When a big story hits, it can be hard to know exactly which angles to focus on, and collecting audience questions can help you know what your audience needs from you. You can work up specific forms before, during, and after breaking or major news events — whatever makes the most sense for your organization.

We’ve seen partners collect questions around severe weather, forest fires, protests, gun laws, legislative special sessions, immigration, and a fatberg (a giant blockage of fat in the London sewers). A list of examples can be found at the end of this help doc.

What to consider before you collect questions for breaking news

Before collecting questions around a breaking news situation, ask yourself the following:

  1. Will this be going on long enough for taking questions to make sense?

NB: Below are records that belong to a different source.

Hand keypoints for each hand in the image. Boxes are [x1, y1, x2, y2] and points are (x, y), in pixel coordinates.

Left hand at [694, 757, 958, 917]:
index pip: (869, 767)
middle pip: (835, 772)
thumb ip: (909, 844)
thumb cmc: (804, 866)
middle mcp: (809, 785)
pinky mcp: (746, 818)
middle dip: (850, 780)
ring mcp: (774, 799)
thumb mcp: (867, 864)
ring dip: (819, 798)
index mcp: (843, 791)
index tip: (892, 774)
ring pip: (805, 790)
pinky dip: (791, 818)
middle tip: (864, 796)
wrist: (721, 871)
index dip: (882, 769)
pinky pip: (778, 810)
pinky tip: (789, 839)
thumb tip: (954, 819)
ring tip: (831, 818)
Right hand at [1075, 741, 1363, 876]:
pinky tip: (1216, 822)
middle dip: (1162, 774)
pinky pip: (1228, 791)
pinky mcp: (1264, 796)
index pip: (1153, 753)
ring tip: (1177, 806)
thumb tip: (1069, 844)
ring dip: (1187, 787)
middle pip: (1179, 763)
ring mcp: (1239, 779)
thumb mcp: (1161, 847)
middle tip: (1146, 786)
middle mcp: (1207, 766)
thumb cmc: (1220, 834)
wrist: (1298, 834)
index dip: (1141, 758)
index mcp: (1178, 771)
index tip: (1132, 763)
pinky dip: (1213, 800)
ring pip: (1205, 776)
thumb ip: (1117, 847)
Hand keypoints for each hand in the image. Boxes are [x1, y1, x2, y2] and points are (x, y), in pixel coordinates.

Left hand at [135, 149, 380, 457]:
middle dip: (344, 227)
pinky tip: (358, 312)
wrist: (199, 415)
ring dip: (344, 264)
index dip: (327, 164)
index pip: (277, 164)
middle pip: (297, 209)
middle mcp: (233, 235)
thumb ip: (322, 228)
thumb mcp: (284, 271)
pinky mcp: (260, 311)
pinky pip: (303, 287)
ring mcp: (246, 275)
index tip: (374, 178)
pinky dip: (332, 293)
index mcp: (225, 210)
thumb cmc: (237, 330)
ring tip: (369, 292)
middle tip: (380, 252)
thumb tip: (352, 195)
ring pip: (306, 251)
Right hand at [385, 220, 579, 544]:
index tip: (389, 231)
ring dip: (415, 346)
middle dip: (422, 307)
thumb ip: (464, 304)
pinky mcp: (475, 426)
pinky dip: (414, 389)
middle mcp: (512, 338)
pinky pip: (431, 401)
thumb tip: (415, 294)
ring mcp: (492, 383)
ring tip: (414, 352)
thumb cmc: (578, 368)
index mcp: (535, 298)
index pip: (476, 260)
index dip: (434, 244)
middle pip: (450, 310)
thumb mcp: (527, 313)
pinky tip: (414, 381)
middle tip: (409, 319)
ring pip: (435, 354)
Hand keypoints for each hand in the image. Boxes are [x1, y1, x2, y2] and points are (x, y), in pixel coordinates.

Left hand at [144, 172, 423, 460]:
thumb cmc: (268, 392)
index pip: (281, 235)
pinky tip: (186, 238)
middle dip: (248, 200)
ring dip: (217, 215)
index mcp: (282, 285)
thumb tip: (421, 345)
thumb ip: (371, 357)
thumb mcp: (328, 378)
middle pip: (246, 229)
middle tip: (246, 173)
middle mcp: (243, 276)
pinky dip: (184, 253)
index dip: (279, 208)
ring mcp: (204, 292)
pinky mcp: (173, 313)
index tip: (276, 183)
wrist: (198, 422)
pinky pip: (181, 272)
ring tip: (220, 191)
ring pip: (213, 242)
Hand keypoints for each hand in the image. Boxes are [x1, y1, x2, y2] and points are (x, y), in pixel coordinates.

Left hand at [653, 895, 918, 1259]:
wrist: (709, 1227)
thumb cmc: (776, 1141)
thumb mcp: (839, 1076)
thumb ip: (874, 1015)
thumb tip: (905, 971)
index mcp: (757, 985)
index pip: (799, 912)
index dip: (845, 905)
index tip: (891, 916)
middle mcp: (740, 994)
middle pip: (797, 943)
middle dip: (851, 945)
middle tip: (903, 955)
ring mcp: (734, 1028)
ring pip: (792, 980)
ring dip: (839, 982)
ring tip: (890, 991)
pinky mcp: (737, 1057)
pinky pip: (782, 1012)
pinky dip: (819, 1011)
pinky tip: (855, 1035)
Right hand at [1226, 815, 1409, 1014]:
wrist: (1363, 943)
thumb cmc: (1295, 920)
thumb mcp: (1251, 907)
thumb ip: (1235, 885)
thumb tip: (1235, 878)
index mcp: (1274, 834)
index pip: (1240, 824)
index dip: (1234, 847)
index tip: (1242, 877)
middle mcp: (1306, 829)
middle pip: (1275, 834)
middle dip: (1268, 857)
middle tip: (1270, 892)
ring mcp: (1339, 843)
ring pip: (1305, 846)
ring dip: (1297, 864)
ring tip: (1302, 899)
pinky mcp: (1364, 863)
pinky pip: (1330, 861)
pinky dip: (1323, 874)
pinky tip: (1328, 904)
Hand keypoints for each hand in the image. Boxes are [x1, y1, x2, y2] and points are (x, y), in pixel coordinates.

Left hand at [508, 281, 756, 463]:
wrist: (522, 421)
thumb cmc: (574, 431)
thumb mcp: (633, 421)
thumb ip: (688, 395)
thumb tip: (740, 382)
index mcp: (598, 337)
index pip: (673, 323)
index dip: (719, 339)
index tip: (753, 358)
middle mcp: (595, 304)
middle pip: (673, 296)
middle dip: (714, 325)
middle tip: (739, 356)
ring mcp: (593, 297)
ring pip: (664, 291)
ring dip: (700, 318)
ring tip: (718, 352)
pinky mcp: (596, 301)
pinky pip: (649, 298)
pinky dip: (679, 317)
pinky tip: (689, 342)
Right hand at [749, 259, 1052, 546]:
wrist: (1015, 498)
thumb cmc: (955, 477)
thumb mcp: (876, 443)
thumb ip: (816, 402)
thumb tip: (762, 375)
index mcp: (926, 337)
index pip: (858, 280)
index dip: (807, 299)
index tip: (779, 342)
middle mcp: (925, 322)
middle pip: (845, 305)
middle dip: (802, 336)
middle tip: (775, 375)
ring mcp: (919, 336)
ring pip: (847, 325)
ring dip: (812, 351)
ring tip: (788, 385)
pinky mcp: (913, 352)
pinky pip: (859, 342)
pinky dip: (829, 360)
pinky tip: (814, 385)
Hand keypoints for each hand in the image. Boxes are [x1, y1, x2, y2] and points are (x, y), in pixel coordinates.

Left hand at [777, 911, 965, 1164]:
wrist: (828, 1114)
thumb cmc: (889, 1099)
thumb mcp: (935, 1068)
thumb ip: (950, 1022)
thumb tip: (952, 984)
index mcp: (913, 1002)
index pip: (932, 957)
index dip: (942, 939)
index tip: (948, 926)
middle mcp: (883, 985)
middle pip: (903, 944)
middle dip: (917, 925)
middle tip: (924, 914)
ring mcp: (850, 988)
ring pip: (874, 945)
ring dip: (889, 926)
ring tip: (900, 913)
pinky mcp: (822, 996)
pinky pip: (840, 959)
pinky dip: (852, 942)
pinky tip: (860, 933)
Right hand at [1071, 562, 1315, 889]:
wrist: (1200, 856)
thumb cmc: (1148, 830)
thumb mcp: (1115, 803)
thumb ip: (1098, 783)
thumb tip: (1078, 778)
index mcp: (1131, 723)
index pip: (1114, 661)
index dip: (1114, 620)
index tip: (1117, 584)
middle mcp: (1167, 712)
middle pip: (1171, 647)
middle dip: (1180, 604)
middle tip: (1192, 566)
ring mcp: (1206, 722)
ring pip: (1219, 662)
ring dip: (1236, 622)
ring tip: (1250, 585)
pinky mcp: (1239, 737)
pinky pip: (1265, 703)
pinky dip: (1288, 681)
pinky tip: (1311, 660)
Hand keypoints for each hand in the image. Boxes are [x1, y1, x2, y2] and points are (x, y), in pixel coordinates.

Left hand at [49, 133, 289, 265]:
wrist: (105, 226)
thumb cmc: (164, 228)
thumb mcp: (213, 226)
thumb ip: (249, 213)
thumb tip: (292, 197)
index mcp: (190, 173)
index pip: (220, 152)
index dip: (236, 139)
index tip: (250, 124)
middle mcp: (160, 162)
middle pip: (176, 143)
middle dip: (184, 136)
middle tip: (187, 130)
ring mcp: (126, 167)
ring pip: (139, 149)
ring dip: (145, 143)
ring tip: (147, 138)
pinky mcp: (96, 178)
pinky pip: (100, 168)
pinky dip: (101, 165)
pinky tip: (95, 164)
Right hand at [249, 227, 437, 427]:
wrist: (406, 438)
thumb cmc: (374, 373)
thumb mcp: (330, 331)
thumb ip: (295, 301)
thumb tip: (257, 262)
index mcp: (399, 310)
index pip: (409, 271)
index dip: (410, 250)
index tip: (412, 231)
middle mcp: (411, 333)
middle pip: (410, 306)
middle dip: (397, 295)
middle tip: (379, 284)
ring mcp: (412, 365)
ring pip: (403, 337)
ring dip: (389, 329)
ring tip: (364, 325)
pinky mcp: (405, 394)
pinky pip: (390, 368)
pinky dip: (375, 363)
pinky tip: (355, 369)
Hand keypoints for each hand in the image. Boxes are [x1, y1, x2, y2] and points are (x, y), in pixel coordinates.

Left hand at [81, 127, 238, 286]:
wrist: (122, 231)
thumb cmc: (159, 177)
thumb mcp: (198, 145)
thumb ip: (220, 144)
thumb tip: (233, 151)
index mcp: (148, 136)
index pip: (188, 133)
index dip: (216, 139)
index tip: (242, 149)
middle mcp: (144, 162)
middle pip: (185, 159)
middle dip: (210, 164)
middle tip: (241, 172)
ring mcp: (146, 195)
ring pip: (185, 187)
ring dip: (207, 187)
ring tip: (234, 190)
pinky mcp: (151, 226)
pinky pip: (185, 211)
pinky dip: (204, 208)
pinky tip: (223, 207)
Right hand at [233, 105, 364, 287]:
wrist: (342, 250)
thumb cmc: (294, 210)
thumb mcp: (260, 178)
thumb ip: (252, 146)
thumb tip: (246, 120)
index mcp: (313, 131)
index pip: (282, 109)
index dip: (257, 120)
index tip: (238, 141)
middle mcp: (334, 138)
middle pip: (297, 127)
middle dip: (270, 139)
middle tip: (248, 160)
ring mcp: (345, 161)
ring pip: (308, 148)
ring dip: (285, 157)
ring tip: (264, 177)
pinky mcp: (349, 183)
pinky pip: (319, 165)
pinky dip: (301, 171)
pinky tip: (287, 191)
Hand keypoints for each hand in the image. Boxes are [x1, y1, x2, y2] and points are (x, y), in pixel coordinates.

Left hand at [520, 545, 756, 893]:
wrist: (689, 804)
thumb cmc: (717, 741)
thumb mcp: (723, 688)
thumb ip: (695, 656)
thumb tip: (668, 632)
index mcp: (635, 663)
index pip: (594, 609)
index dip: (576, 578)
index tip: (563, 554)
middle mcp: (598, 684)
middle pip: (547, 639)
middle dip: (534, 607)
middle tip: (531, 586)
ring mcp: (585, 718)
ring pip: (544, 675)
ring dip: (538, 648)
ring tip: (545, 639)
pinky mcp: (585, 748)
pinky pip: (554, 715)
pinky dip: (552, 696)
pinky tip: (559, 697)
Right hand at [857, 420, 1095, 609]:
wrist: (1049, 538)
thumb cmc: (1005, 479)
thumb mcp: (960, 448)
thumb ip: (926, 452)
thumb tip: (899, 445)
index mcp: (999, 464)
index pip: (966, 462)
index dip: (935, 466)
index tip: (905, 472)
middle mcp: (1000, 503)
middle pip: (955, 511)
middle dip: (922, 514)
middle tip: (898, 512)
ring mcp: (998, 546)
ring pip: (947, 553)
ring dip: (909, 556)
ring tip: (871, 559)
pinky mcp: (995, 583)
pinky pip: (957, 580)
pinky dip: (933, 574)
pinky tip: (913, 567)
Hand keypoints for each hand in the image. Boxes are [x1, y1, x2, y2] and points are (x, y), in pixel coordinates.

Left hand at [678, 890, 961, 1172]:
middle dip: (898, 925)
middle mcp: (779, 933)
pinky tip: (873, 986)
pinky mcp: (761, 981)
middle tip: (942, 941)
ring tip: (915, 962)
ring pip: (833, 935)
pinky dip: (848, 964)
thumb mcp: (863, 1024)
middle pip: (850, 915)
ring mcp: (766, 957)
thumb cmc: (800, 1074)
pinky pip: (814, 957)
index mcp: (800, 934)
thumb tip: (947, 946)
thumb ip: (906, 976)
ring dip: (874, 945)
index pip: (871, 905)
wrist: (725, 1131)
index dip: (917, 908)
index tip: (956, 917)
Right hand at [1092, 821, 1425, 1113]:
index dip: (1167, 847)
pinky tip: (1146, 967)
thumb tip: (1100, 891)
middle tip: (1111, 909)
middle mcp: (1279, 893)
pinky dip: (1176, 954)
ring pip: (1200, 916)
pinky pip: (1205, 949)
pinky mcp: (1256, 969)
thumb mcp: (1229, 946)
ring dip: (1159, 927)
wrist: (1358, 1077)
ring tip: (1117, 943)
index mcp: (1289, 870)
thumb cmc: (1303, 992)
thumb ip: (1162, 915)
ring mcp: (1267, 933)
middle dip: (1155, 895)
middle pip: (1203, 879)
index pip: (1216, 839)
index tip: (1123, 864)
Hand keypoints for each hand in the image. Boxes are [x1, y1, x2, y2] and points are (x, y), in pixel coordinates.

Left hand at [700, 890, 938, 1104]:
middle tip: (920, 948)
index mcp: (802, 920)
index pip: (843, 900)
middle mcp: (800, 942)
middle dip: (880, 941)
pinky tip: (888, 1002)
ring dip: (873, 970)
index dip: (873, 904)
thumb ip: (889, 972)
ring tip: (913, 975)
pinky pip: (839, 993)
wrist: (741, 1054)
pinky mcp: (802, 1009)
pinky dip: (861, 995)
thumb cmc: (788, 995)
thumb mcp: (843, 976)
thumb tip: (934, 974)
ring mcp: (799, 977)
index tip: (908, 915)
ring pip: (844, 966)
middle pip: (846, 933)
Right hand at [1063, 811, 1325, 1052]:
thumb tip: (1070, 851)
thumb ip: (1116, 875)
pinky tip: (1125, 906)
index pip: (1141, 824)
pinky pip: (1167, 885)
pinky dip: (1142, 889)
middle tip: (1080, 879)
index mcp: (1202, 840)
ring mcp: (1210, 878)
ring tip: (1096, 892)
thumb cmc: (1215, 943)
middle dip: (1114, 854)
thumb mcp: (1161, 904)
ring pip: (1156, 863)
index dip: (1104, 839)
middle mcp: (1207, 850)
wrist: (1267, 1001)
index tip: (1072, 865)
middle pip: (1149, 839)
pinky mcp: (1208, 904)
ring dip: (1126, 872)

  2. Is there a reporter / editor who can manage questions as they come in?

  3. Do you have time to answer questions?

Step-by-step guide

  1. Once you've decided this is something you want to do, create a special form embed. By creating a new embed, it'll also generate a new list, which will help keep your regular Hearken questions and breaking news questions separate.

  2. Make sure someone from your reporting/editing staff will look at the questions coming in, and make decisions about which questions should be answered and how you'll do it (roundup, liveblog, on air, on social, as separate stories if needed, etc.). Depending on how quickly you intend to respond to questions, this could be more than one person to ensure every shift has involvement.

  3. Decide where you want to embed it. Maybe you want to embed it only in stories related to the issue / event. Maybe you want it on the homepage. Maybe both. Embed in those places, and get the code to the people who will need it.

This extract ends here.